Dataset entries>
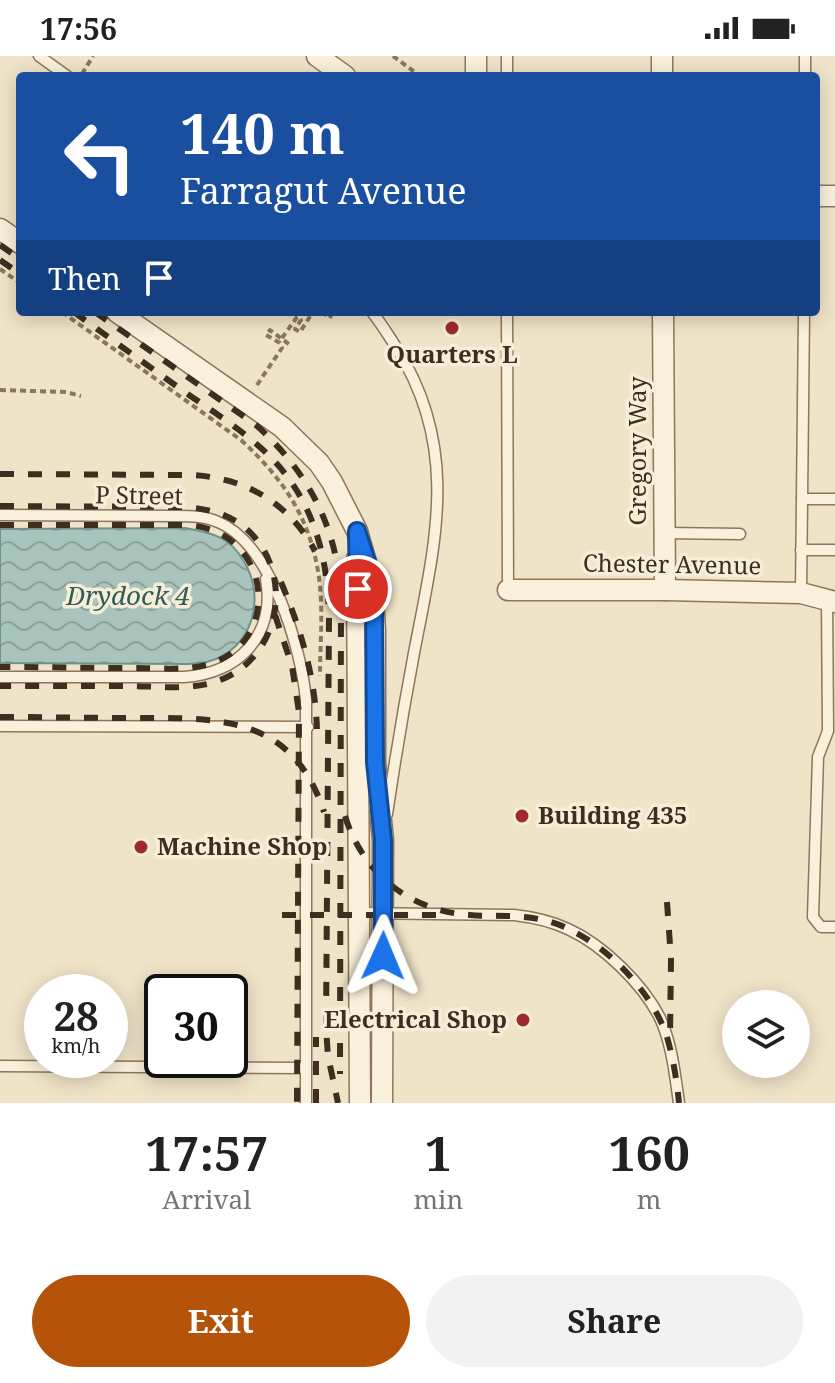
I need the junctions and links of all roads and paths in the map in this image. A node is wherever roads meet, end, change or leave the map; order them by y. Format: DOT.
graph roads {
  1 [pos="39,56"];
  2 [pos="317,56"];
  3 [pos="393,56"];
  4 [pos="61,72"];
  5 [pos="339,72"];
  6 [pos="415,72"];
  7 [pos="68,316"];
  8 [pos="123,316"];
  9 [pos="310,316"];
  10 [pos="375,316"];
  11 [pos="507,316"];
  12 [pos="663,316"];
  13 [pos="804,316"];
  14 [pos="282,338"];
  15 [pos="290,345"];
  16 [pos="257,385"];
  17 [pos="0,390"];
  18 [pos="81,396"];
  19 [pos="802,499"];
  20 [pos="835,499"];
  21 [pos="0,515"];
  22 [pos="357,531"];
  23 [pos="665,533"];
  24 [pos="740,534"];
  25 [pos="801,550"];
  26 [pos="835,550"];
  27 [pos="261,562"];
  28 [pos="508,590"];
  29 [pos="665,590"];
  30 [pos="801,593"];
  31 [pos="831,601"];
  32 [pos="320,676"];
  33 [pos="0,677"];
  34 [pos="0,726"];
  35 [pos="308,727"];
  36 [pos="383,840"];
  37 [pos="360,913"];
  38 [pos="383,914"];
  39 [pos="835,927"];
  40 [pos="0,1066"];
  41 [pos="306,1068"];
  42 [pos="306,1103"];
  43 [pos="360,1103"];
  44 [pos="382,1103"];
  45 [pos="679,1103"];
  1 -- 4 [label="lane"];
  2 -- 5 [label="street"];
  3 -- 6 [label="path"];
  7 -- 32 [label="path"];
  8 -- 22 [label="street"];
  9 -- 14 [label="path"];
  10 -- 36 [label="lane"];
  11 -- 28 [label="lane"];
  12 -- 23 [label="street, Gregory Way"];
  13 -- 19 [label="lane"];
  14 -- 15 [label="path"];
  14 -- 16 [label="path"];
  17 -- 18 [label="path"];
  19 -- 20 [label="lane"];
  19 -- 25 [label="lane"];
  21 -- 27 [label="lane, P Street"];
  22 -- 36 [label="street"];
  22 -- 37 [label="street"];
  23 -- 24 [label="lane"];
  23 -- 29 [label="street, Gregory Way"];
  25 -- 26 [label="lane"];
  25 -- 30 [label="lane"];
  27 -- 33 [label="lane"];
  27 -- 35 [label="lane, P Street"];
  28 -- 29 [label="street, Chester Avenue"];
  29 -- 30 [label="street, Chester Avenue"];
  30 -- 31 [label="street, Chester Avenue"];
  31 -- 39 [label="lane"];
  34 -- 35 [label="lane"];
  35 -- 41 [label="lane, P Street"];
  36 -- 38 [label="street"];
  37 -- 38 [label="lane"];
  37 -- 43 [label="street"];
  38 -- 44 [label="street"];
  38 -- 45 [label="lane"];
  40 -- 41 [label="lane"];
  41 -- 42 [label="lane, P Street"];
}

...

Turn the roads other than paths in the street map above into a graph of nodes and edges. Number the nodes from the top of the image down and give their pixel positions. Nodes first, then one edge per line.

==

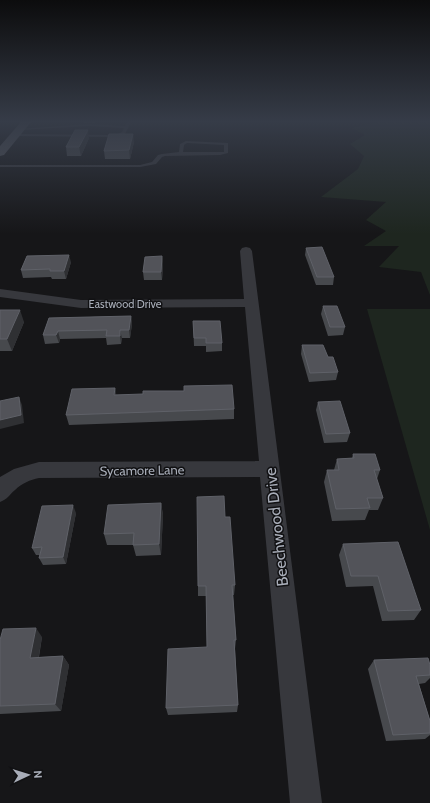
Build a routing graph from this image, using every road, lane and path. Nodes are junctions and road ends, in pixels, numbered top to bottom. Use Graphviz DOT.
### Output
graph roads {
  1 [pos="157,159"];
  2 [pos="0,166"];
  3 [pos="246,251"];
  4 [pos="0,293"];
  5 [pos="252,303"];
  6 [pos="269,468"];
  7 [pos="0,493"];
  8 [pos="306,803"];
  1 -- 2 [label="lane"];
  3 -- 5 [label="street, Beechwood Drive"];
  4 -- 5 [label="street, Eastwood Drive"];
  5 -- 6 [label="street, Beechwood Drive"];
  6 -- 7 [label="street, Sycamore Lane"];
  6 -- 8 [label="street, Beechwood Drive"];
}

Task to complete>
Filter the entries and copy each line with "from".

Expected answer>
Turn the roads other than paths in the street map above into a graph of nodes and edges. Number the nodes from the top of the image down and give their pixel positions. Nodes first, then one edge per line.
Build a routing graph from this image, using every road, lane and path. Nodes are junctions and road ends, in pixels, numbered top to bottom. Use Graphviz DOT.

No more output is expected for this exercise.